◆ **ENTRIES PROVIDED**:
______
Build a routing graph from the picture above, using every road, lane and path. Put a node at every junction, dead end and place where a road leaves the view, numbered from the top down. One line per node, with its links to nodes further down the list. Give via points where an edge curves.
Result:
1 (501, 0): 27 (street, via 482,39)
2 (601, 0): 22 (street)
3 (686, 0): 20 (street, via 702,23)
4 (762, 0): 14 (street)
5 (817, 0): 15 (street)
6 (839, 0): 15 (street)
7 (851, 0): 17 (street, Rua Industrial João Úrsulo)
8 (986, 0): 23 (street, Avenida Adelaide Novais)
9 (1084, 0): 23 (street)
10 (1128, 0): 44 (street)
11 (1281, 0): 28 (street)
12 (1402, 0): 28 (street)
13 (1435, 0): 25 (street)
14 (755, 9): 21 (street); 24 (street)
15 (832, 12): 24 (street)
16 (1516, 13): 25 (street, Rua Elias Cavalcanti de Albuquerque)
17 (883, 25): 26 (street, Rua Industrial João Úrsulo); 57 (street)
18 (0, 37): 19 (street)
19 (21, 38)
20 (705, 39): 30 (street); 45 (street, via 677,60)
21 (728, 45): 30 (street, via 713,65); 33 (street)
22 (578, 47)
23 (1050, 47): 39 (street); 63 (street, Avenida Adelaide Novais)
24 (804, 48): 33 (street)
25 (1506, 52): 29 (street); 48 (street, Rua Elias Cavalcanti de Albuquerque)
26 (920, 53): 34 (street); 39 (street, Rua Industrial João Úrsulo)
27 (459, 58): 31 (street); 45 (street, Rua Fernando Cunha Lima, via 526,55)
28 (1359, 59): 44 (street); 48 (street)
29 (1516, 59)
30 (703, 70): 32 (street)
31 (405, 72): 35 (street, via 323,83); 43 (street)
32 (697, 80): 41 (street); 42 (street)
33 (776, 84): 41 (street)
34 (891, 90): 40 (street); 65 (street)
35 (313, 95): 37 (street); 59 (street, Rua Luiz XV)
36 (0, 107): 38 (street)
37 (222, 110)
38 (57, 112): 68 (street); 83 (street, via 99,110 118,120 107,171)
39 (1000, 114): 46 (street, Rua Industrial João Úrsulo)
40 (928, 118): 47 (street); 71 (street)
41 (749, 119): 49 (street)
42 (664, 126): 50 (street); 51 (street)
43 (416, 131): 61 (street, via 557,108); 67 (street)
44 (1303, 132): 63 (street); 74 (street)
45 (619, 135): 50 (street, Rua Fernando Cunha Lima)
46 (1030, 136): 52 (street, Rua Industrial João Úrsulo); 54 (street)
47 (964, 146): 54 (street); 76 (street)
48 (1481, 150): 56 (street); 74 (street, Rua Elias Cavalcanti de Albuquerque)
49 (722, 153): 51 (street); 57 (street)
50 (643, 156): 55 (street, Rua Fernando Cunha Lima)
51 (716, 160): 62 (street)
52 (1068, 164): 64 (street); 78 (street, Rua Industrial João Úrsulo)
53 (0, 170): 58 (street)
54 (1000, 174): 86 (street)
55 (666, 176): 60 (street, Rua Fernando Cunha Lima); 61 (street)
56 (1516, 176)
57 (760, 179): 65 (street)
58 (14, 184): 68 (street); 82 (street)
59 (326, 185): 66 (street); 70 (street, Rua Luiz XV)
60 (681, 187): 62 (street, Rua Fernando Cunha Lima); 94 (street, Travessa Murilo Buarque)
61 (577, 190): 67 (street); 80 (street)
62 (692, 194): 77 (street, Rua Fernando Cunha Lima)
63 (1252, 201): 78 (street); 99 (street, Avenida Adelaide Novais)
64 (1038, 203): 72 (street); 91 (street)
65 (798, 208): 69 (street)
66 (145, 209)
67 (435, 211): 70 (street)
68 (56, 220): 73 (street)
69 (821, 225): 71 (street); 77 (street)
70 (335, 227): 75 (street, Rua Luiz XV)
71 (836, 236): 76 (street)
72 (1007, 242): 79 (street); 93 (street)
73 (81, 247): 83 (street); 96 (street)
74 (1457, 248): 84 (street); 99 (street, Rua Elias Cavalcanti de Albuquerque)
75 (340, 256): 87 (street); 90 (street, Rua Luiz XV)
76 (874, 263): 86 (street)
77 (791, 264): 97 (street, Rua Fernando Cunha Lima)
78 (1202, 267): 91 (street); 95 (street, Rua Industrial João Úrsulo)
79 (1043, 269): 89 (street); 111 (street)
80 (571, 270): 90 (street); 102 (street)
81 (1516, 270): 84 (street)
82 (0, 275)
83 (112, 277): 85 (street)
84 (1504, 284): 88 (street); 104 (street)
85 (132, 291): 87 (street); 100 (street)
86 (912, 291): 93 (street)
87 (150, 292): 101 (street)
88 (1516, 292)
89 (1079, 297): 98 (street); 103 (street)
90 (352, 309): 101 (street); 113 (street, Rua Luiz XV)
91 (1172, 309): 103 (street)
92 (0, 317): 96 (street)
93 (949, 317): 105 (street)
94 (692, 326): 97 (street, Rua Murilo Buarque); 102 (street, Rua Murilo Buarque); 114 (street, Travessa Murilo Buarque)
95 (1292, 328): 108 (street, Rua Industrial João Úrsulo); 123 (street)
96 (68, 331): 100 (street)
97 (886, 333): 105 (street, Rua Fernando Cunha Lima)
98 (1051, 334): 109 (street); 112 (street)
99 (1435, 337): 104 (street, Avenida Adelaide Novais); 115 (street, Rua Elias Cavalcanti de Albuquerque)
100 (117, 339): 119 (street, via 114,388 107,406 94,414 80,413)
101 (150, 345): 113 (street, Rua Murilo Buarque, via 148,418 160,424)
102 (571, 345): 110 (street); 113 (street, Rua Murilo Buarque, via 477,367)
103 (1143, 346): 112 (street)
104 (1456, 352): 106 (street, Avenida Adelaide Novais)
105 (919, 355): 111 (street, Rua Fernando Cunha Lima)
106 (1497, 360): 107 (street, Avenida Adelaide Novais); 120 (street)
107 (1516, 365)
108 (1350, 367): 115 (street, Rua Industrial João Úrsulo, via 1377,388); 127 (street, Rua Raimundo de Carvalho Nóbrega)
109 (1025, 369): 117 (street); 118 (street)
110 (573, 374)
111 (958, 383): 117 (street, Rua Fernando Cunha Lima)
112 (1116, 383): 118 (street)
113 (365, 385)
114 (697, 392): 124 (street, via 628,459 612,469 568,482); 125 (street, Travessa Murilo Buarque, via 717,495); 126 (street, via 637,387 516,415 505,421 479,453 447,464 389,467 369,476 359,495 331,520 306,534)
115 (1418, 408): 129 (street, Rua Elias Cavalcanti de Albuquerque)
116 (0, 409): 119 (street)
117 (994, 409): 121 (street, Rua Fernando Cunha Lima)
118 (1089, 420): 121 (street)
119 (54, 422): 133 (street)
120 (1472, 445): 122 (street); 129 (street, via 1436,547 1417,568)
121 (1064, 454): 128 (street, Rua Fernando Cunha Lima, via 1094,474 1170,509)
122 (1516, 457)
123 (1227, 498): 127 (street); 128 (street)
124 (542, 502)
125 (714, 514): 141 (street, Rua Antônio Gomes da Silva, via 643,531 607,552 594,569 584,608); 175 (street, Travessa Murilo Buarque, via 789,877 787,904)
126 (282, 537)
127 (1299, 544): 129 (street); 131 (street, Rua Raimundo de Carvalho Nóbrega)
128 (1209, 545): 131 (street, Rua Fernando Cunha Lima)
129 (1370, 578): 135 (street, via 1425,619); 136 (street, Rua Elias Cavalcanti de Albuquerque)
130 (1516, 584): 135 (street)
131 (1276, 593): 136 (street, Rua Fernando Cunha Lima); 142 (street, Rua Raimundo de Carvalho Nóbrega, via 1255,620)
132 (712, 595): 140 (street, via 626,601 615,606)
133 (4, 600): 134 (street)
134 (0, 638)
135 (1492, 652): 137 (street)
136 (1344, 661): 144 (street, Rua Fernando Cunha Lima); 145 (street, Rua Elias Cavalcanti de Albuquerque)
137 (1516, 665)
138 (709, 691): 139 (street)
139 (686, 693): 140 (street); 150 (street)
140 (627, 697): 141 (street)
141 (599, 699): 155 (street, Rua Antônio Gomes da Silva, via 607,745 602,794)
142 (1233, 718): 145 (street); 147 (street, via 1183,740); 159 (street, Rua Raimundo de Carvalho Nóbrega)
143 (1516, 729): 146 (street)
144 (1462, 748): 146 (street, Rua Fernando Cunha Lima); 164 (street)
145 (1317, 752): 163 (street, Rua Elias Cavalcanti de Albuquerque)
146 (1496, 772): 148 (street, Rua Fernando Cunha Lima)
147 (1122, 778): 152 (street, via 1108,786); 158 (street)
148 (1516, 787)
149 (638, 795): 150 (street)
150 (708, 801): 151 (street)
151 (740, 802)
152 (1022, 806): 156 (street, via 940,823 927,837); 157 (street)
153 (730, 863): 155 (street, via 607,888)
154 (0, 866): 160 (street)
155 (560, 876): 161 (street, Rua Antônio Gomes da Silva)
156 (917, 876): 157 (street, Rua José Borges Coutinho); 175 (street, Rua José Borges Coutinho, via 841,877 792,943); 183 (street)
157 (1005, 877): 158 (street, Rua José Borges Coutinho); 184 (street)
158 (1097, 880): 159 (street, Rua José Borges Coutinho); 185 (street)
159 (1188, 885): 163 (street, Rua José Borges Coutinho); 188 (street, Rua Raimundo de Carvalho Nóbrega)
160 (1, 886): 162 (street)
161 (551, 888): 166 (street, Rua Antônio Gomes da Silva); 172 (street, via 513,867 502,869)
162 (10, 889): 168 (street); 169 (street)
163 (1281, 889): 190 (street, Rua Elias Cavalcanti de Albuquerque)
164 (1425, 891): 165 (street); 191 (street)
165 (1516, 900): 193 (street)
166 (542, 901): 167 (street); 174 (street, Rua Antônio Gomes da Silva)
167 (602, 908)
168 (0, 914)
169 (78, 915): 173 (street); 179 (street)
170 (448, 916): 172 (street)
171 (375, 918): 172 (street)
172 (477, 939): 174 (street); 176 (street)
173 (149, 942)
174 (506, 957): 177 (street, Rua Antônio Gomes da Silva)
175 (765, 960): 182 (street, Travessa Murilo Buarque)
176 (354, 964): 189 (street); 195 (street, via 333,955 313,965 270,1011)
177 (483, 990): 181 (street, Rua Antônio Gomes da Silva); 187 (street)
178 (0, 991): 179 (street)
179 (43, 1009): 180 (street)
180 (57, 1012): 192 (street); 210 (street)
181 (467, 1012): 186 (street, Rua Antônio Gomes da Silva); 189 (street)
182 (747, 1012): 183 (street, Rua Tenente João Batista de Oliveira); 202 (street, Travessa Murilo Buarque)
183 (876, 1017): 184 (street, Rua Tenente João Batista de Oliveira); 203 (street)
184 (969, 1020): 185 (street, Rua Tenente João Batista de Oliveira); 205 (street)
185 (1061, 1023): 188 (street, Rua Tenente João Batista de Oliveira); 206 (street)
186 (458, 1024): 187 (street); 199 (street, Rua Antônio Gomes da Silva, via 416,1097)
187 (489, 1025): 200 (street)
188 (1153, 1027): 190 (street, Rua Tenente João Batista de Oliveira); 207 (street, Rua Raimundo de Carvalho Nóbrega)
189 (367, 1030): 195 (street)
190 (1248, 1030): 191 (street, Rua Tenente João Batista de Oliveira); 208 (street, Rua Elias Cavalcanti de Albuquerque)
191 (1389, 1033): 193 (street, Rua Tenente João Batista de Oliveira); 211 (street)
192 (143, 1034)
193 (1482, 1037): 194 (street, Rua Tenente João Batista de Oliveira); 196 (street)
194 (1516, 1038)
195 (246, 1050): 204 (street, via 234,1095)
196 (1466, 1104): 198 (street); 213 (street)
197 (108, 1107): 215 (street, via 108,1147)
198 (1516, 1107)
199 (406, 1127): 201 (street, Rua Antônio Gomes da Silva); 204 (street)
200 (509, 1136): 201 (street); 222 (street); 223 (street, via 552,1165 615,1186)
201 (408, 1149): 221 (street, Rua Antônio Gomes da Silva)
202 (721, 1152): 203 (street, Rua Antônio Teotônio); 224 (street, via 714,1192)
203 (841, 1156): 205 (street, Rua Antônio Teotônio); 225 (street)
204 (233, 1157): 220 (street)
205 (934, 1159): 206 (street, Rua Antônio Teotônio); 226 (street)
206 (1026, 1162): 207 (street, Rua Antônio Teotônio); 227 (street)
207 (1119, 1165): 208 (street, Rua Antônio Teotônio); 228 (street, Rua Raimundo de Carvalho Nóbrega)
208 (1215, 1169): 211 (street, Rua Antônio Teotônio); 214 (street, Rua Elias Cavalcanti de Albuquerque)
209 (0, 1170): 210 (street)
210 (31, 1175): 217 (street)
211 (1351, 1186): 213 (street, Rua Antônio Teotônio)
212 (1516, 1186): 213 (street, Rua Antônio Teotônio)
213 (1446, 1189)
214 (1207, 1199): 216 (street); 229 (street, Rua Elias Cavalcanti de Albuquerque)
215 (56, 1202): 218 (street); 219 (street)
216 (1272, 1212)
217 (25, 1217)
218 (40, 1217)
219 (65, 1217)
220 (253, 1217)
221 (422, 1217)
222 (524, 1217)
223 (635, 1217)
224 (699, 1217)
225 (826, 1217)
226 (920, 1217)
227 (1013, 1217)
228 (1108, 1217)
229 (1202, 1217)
______
A bare number is the expected answer: the tally of lines in the records above holding "Buarque".

8